TASK PROMPT: Among the records that follow, set down only the lines from the one containing "return result;" to the one containing "auto card = [&](float", both included, exactly.

[Excerpts from a dataset]

☆ ☆ ☆ ☆

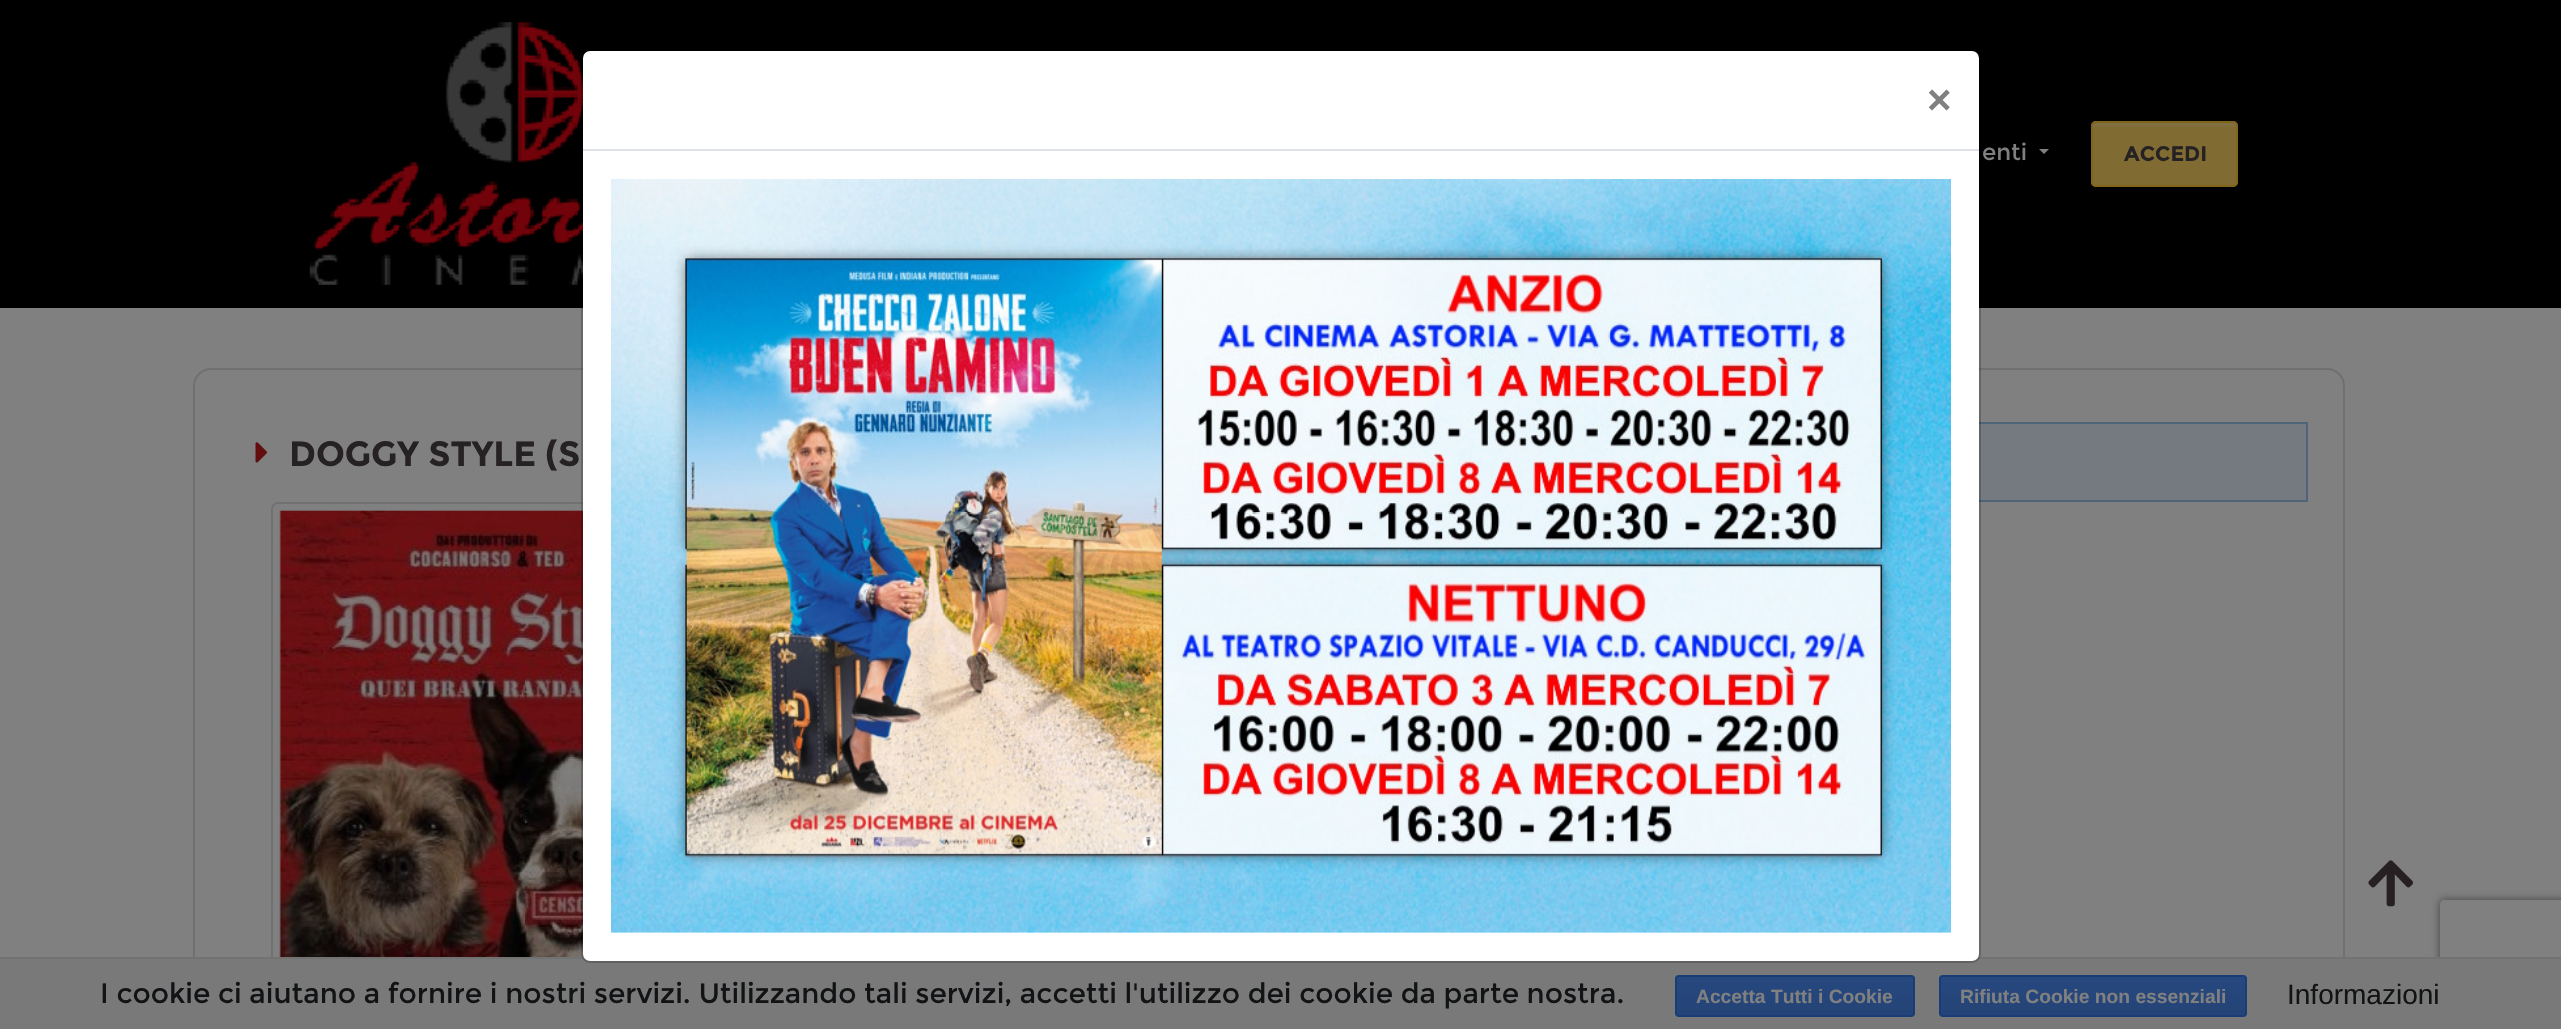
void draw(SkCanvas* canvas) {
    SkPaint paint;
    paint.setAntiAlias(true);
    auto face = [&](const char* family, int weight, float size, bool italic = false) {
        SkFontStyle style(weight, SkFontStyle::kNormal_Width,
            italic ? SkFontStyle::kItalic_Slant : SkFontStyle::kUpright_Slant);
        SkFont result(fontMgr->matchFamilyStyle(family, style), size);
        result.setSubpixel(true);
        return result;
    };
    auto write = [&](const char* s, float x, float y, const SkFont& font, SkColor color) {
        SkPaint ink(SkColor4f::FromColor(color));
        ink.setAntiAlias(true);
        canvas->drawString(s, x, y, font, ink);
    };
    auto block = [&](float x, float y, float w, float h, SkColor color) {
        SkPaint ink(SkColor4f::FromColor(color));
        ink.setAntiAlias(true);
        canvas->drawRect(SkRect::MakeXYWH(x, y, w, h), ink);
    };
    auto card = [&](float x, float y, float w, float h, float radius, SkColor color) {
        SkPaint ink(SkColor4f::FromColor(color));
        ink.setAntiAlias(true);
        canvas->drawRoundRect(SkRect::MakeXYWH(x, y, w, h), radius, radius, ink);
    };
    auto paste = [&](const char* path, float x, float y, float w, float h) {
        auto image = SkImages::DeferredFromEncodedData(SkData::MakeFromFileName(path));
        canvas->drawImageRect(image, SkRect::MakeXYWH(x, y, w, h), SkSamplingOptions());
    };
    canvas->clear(SkColorSetRGB(128, 128, 128));
    block(0, 0, 2561, 308, SK_ColorBLACK);
    paint.setStyle(SkPaint::kStroke_Style);
    paint.setStrokeWidth(2);
    paint.setColor(SkColorSetRGB(112, 112, 112));
    canvas->drawRoundRect(SkRect::MakeXYWH(194, 369, 1086, 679), 17, 17, paint);
    paint.setColor(SkColorSetRGB(111, 113, 115));
    canvas->drawRoundRect(SkRect::MakeXYWH(272, 503, 422, 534), 6, 6, paint);
    paste("pic4.png", 279, 510, 305, 447);
    paint.setColor(SkColorSetRGB(112, 112, 112));
    canvas->drawRoundRect(SkRect::MakeXYWH(1308, 369, 1036, 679), 17, 17, paint);
    block(1979, 424, 327, 76, SkColorSetRGB(116, 122, 128));
    paint.setColor(SkColorSetRGB(77, 100, 121));
    canvas->drawRect(SkRect::MakeXYWH(1345, 423, 962, 78), paint);
    canvas->save();
    canvas->clipPath(SkPathBuilder(SkPathFillType::kEvenOdd).moveTo(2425, 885).lineTo(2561, 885).lineTo(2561, 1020).lineTo(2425, 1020).close().moveTo(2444, 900).lineTo(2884, 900).cubicTo(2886, 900, 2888, 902, 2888, 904).lineTo(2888, 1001).cubicTo(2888, 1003, 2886, 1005, 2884, 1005).lineTo(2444, 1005).cubicTo(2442, 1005, 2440, 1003, 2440, 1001).lineTo(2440, 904).cubicTo(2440, 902, 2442, 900, 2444, 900).close().detach(), true);
    paint.setStyle(SkPaint::kFill_Style);
    paint.setColor(SkColorSetRGB(64, 64, 64));
    paint.setMaskFilter(SkMaskFilter::MakeBlur(kNormal_SkBlurStyle, 4.5f));
    canvas->drawRoundRect(SkRect::MakeXYWH(2440, 900, 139, 105), 4, 4, paint);
    paint.setMaskFilter(nullptr);
    canvas->restore();
    block(0, 959, 2561, 70, SkColorSetRGB(121, 121, 121));
    block(0, 957, 2561, 2, SkColorSetRGB(114, 114, 114));
    card(583, 51, 1396, 910, 7, SK_ColorWHITE);
    paste("pic2.png", 309, 22, 274, 263);
    paint.setStyle(SkPaint::kStroke_Style);
    paint.setColor(SkColorSetARGB(51, 0, 0, 0));
    canvas->drawRoundRect(SkRect::MakeXYWH(582, 50, 1398, 912), 8, 8, paint);
    block(583, 149, 1396, 2, SkColorSetRGB(222, 226, 230));
    auto kFont1 = face("Liberation Sans", 700, 42);
    write("×", 1927, 114, kFont1, SkColorSetRGB(128, 128, 128));
    paste("pic1.png", 611, 179, 1340, 754);
    auto kFont2 = face("Montserrat", 400, 23);
    write("enti", 1982, 160, kFont2, SkColorSetRGB(128, 128, 128));
    paint.setStyle(SkPaint::kFill_Style);
    paint.setColor(SkColorSetRGB(128, 128, 128));
    canvas->drawPath(SkPathBuilder().moveTo(2039, 149).lineTo(2049, 149).lineTo(2044, 154).close().detach(), paint);
    card(2091, 121, 147, 66, 5, SkColorSetRGB(128, 107, 50));
    paint.setColor(SkColorSetRGB(128, 111, 66));
    canvas->drawPath(SkPathBuilder().moveTo(2096, 126).lineTo(2233, 126).cubicTo(2235, 126, 2236, 128, 2236, 130).lineTo(2236, 185).cubicTo(2237, 184, 2237, 183, 2237, 182).lineTo(2237, 127).cubicTo(2237, 125, 2235, 123, 2233, 123).lineTo(2097, 123).cubicTo(2095, 123, 2093, 125, 2093, 127).lineTo(2093, 130).cubicTo(2093, 128, 2095, 126, 2096, 126).close().detach(), paint);
    paint.setStyle(SkPaint::kStroke_Style);
    paint.setColor(SkColorSetRGB(128, 101, 27));
    canvas->drawRoundRect(SkRect::MakeXYWH(2092, 122, 145, 64), 4, 4, paint);
    auto kFont3 = face("Montserrat", 700, 21);
    write("ACCEDI", 2124, 161, kFont3, SkColorSetRGB(38, 33, 35));
    paste("pic3.png", 255, 442, 12, 21);
    auto kFont4 = face("Montserrat", 700, 35);
    write("DOGGY STYLE (S", 289, 466, kFont4, SkColorSetRGB(38, 33, 35));
    auto kFont5 = face("Montserrat", 400, 28);
    write("I cookie ci aiutano a fornire i nostri servizi. Utilizzando tali servizi, accetti l'utilizzo dei cookie da parte nostra.", 100, 1003, kFont5, SkColorSetRGB(17, 19, 21));
    canvas->save();
    canvas->clipPath(SkPathBuilder().moveTo(1679, 975).lineTo(1911, 975).cubicTo(1913, 975, 1915, 977, 1915, 979).lineTo(1915, 1013).cubicTo(1915, 1015, 1913, 1017, 1911, 1017).lineTo(1679, 1017).cubicTo(1677, 1017, 1675, 1015, 1675, 1013).lineTo(1675, 979).cubicTo(1675, 977, 1677, 975, 1679, 975).close().detach(), true);
    paint.setStyle(SkPaint::kFill_Style);
    {
        const SkColor colors[] = {SkColorSetRGB(39, 72, 127), SkColorSetRGB(36, 68, 119)};
        const float stops[] = {0, 1};
        const SkPoint ends[] = {{1795, 977}, {1795, 1015}};
        paint.setShader(SkGradientShader::MakeLinear(ends, colors, stops, 2, SkTileMode::kClamp));
        paint.setAlpha(255);
    }
    canvas->drawRect(SkRect::MakeXYWH(1675, 977, 240, 38), paint);
    canvas->restore();
    paint.setStyle(SkPaint::kStroke_Style);
    paint.setShader(nullptr);
    paint.setColor(SkColorSetRGB(24, 61, 119));
    canvas->drawRoundRect(SkRect::MakeXYWH(1676, 976, 238, 40), 3, 3, paint);
    auto kFont6 = face("Liberation Sans", 700, 19.25f);
    write("Accetta Tutti i Cookie", 1696, 1003, kFont6, SkColorSetRGB(128, 128, 128));
    canvas->save();
    canvas->clipPath(SkPathBuilder().moveTo(1943, 975).lineTo(2243, 975).cubicTo(2245, 975, 2247, 977, 2247, 979).lineTo(2247, 1013).cubicTo(2247, 1015, 2245, 1017, 2243, 1017).lineTo(1943, 1017).cubicTo(1941, 1017, 1939, 1015, 1939, 1013).lineTo(1939, 979).cubicTo(1939, 977, 1941, 975, 1943, 975).close().detach(), true);
    paint.setStyle(SkPaint::kFill_Style);
    {
        const SkColor colors[] = {SkColorSetRGB(39, 72, 127), SkColorSetRGB(36, 68, 119)};
        const float stops[] = {0, 1};
        const SkPoint ends[] = {{2093, 977}, {2093, 1015}};
        paint.setShader(SkGradientShader::MakeLinear(ends, colors, stops, 2, SkTileMode::kClamp));
        paint.setAlpha(255);
    }
    canvas->drawRect(SkRect::MakeXYWH(1939, 977, 308, 38), paint);
    canvas->restore();
    paint.setStyle(SkPaint::kStroke_Style);
    paint.setShader(nullptr);
    paint.setColor(SkColorSetRGB(24, 61, 119));
    canvas->drawRoundRect(SkRect::MakeXYWH(1940, 976, 306, 40), 3, 3, paint);
    write("Rifiuta Cookie non essenziali", 1960, 1003, kFont6, SkColorSetRGB(128, 128, 128));
    auto kFont7 = face("Liberation Sans", 400, 28);
    write("Informazioni", 2287, 1004, kFont7, SkColorSetRGB(17, 19, 21));
    paste("pic5.png", 2368, 860, 46, 47);
}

☆ ☆ ☆ ☆

RESPONSE:
        return result;
    };
    auto write = [&](const char* s, float x, float y, const SkFont& font, SkColor color) {
        SkPaint ink(SkColor4f::FromColor(color));
        ink.setAntiAlias(true);
        canvas->drawString(s, x, y, font, ink);
    };
    auto block = [&](float x, float y, float w, float h, SkColor color) {
        SkPaint ink(SkColor4f::FromColor(color));
        ink.setAntiAlias(true);
        canvas->drawRect(SkRect::MakeXYWH(x, y, w, h), ink);
    };
    auto card = [&](float x, float y, float w, float h, float radius, SkColor color) {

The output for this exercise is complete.